Leslie Seidman, former FASB chair, a director at Moody’s Corp., and executive director of the Center for Excellence in Financial Reporting at Pace University, said she would advise controllers to update committee members on issues that were discussed at the previous meetings, new issues that have emerged or may be expected, and the resolution of important matters highlighted at previous meetings.

“What I don’t want to see is, every quarter, the same critical accounting estimates,” Seidman said. “I want to see issues, past or brewing, and we can decide whether they’re critical because we might have different points of view about the level of judgment that’s required.”

Franklin added the board’s agenda should be structured to review regular risks on an ongoing basis, with emerging issues being brought forward appropriately.

Along with the committee’s scheduled meetings, the panelists said members should feel comfortable reaching out to key members of management informally.

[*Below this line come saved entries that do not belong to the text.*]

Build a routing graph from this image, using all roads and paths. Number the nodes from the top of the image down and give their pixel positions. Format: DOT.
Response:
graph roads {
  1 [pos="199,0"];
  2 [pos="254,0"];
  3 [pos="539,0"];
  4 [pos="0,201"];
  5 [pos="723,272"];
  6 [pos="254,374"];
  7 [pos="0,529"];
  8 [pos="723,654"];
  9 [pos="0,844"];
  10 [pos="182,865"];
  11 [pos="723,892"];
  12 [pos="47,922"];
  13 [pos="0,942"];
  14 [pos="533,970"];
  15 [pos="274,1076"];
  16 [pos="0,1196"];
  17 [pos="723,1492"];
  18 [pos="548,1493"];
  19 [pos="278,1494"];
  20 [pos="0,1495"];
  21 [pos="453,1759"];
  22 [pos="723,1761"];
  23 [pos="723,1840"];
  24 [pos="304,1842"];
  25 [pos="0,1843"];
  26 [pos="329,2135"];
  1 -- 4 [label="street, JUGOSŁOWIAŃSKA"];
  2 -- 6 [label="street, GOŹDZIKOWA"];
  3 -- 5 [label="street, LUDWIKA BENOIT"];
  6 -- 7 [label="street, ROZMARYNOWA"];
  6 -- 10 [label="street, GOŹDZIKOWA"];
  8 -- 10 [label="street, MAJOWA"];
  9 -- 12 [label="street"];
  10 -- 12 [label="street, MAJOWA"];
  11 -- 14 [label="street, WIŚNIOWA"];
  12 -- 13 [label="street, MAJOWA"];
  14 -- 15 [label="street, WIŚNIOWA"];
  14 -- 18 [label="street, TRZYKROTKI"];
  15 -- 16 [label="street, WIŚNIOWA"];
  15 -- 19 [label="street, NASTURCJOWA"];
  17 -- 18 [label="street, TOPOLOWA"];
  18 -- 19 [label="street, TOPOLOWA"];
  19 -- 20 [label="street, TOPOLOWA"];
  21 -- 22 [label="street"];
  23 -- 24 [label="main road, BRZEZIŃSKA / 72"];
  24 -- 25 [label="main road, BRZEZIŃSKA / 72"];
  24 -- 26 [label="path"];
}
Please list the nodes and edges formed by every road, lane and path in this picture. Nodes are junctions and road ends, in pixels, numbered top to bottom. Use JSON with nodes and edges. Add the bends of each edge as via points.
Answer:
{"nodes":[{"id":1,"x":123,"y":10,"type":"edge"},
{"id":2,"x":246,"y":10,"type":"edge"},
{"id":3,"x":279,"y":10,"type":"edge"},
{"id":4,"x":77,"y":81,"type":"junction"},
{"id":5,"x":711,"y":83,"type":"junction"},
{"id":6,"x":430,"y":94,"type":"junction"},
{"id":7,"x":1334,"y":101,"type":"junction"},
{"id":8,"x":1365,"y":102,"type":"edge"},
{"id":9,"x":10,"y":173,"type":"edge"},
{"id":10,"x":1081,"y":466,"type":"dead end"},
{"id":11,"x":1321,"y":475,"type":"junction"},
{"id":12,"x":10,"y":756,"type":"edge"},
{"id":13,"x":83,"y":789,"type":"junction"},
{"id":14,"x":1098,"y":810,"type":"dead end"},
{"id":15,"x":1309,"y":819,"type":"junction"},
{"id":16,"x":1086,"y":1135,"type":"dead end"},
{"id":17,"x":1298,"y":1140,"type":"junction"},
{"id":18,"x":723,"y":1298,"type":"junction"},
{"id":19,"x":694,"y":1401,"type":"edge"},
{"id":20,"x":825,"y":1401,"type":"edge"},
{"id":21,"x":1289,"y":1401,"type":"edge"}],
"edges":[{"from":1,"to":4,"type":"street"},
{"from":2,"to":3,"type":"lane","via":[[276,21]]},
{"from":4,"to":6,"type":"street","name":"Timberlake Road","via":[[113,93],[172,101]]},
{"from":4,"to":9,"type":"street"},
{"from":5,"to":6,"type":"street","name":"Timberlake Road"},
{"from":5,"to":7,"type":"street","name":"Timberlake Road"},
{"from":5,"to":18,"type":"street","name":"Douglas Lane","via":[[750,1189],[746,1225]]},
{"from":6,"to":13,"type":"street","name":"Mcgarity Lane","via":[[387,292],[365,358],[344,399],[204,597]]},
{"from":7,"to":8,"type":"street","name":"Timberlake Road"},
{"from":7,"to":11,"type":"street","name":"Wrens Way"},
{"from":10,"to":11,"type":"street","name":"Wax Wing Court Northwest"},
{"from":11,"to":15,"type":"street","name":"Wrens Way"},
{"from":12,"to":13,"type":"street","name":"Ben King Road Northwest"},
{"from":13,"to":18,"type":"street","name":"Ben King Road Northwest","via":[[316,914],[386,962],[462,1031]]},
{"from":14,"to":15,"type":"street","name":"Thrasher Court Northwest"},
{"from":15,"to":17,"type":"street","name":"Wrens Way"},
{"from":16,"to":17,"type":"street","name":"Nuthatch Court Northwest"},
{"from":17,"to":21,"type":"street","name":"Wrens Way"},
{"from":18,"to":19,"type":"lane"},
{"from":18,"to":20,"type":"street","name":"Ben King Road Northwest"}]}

“Relationships count, and from the standpoint of the chair, you need relationships with the Controller, the CFO, the CEO, and the internal auditor,” Franklin said. “The communication needs to flow, and it needs to flow between meetings, not just during meetings or if there’s a crisis. You need to build relationships, and an alert chairman needs to know what’s being said by the controller, and not being said, and where questions need to be asked.”